This interview question come from a famous communication firm of China. : )
1#include <iostream>2#include <stdio.h>3#include <string.h>4#include <conio.h>5 using namespacestd;6 7 intMain ()8 {9 floatA =1.0f;Ten Onecout <<sizeof(int) <<endl;//4 Acout <<sizeof(float) <<endl;//4 - -cout << (int) a << Endl;//1 thecout << &a << Endl;//(Get a ' s hexadecimal address and is 0012ff7c) -cout << (int) &a << Endl;//(int) &a://(cast a ' s address to decimal integer,1245052) -cout << (int&) A <<Endl; - +}
//(int&) A: The reference to A is cast to an integer, meaning that the memory in which a is located, Originally defined as a float type and initially 1.0f, but now I want to interpret this memory by int type (that is, the data in the memory address where a is stored is represented by the float type, you must interpret it by the int type).
1.0f is stored in memory as
0 011 1111 1 000 0000 0000 0000 0000 0000.
interprets him as 2^29+2^28+2^27+2^26+2^25+2^24+2^23=1065353216
to understand the above conversion requires the following knowledge points:
1, about decimal fractional to binary
The number is less than 1 decimal (such as 0.5) by 2 rounding method, such as 0.5 of the binary is 0.5*2=1, take an integer 1, so the binary is 0.1. The binary of 12.5 is (2) +0.5 (2) =1100.1
2, about how floating-point numbers are stored in memory
in storage mode, float,double and integers are stored in different ways, integers are in memory in sequential storage, although there is a small end point of the big-endian, But the storage is sequential. However, single-precision and double-precision are not stored in sequential storage but are implemented according to certain flags of IEEE, each with their own flags encoding:
floating-point variables are occupied in computer memory 4 bytes ( Byte ), that 32-bit . Follow the IEEE-754 format standard. A floating-point number consists of 2 parts: base m and exponent e.
±mantissax2^exponent
(note that in the formula Mantissa and exponent using binary notation)

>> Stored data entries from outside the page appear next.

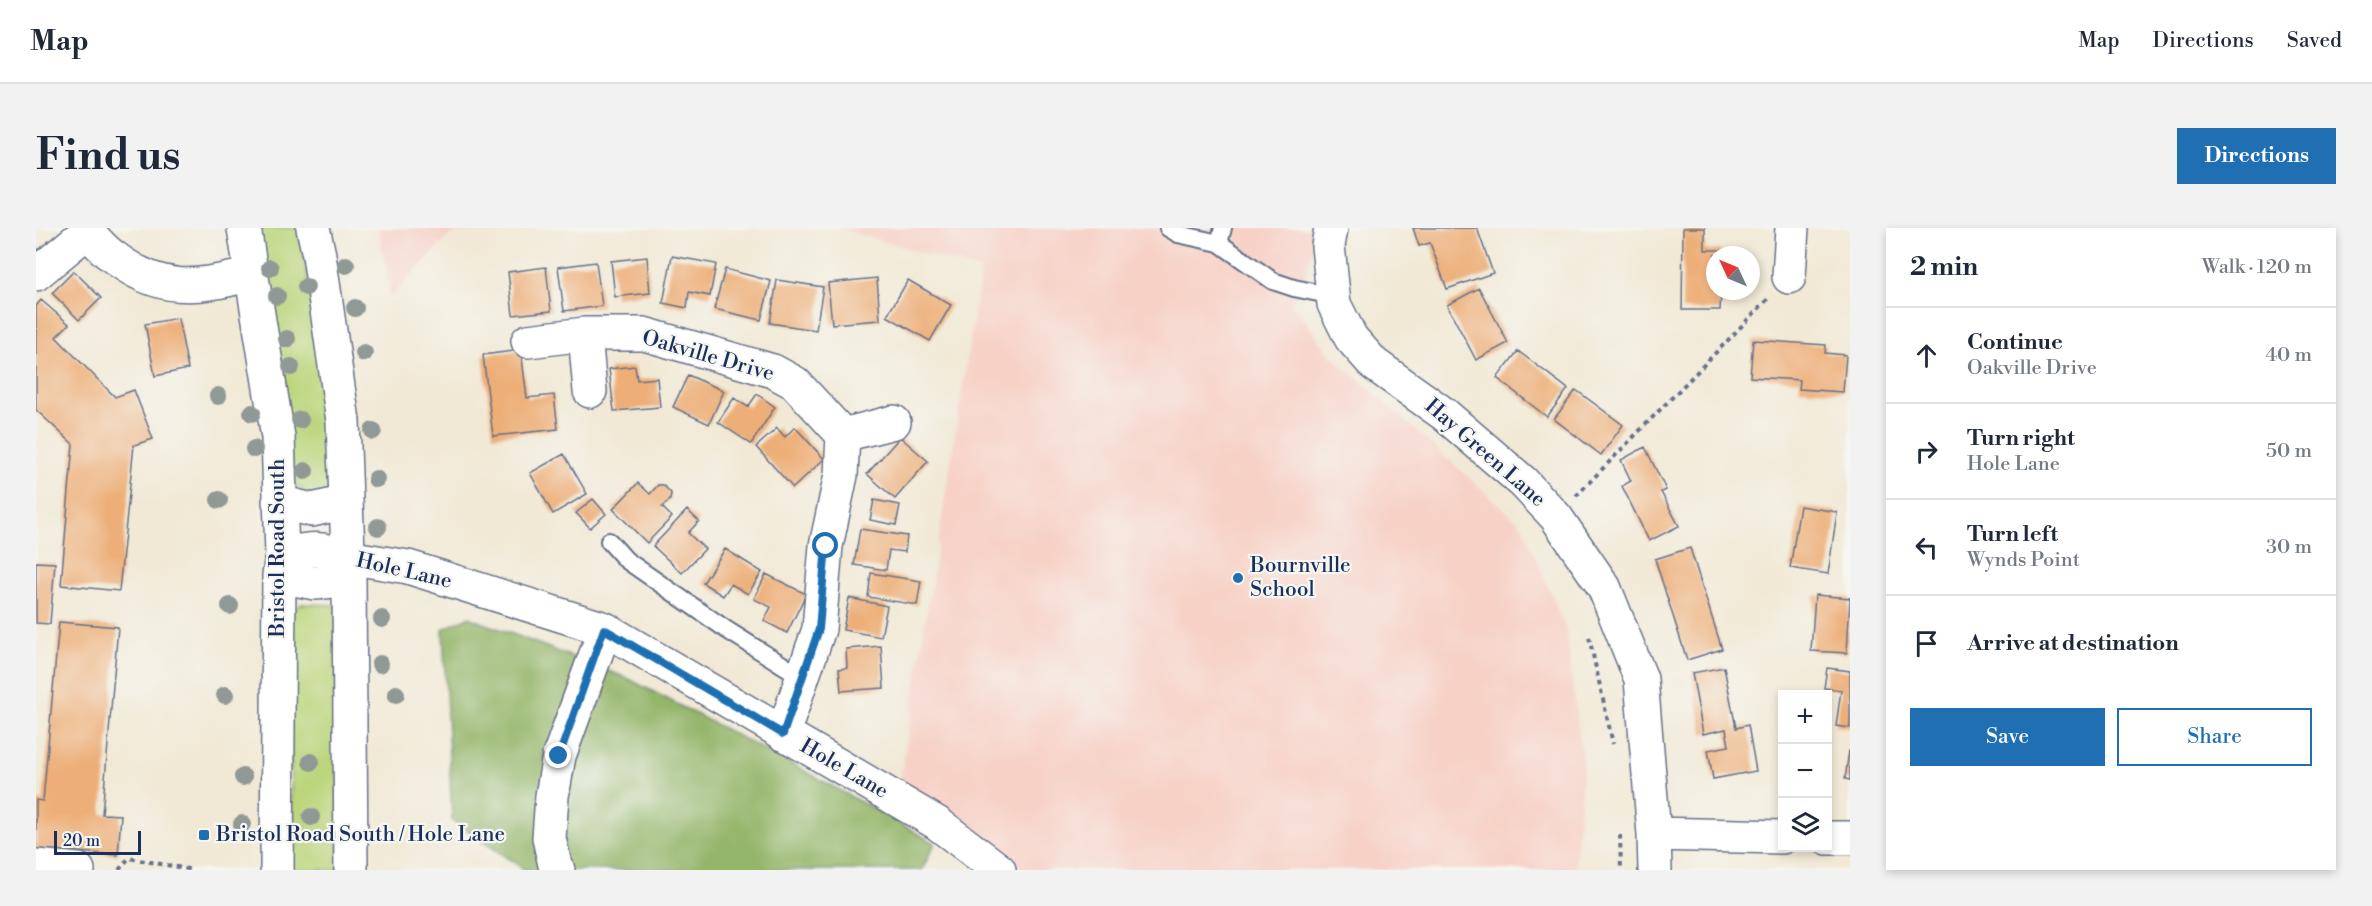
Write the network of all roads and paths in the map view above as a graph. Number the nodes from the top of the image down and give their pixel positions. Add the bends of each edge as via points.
1 (244, 228) edge
2 (313, 228) edge
3 (1168, 228) edge
4 (1331, 228) edge
5 (1792, 228) edge
6 (87, 230) edge
7 (1221, 236) edge
8 (36, 274) edge
9 (251, 274) junction
10 (1789, 277) joint
11 (1333, 296) junction
12 (585, 334) junction
13 (528, 340) dead end
14 (590, 391) dead end
15 (894, 422) dead end
16 (843, 435) junction
17 (279, 502) junction
18 (346, 502) junction
19 (1556, 517) junction
20 (609, 541) dead end
21 (280, 565) junction
22 (348, 568) junction
23 (604, 629) junction
24 (1587, 629) dead end
25 (802, 677) junction
26 (783, 734) junction
27 (1615, 751) dead end
28 (1620, 827) dead end
29 (1654, 834) junction
30 (1778, 837) edge
31 (1832, 838) edge
32 (1850, 838) edge
33 (36, 866) edge
34 (78, 870) edge
35 (120, 870) edge
36 (193, 870) edge
37 (277, 870) edge
38 (351, 870) edge
39 (558, 870) edge
40 (999, 870) edge
41 (1621, 870) edge
42 (1655, 870) edge

1 - 9 main road, Bristol Road South
2 - 18 main road via 343,421
3 - 7 lane via 1178,234
4 - 11 main road, Hay Green Lane via 1328,246
5 - 10 main road
6 - 8 main road
6 - 9 main road via 110,255 153,281 180,286
7 - 11 lane via 1273,281
9 - 17 main road, Bristol Road South via 279,437
10 - 19 path
11 - 19 main road, Hay Green Lane via 1351,338 1374,364 1444,414
12 - 13 main road, Oakville Drive
12 - 14 main road
12 - 16 main road, Oakville Drive via 644,334 773,371 795,383
15 - 16 main road
16 - 25 main road via 841,475 826,546 819,629
17 - 18 main road via 312,510
17 - 21 main road, Bristol Road South
18 - 22 main road
19 - 29 main road, Hay Green Lane via 1604,587 1641,679
20 - 25 lane via 626,560
21 - 22 main road, Hole Lane via 314,548 328,549
21 - 37 main road, Bristol Road South
22 - 23 main road, Hole Lane via 408,567
22 - 38 main road
23 - 26 main road, Hole Lane
23 - 39 main road via 559,756 549,838
24 - 27 path
25 - 26 main road
26 - 40 main road, Hole Lane via 937,823
28 - 41 path
29 - 30 main road
29 - 42 main road, Hay Green Lane
31 - 32 main road
33 - 34 main road
35 - 36 path via 129,858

such as a single precision number 12.5 in memory can be expressed as, 12.5 (2) =1100.1=1.001*
The base section uses a binary number to represent the actual value of this floating point.
The exponential portion occupies a binary number of 8-bit, which can represent a range of 0-255. However, the index should be positive, so the IEEE stipulates that the sub-square (that is, from memory storage) should be subtracted from 127 is the true exponent (the actual exponent, such as 12.5 conversion to binary: 1100.100 = 1.100100*23, 3 is the actual index). So the float index can be from 126 to 128.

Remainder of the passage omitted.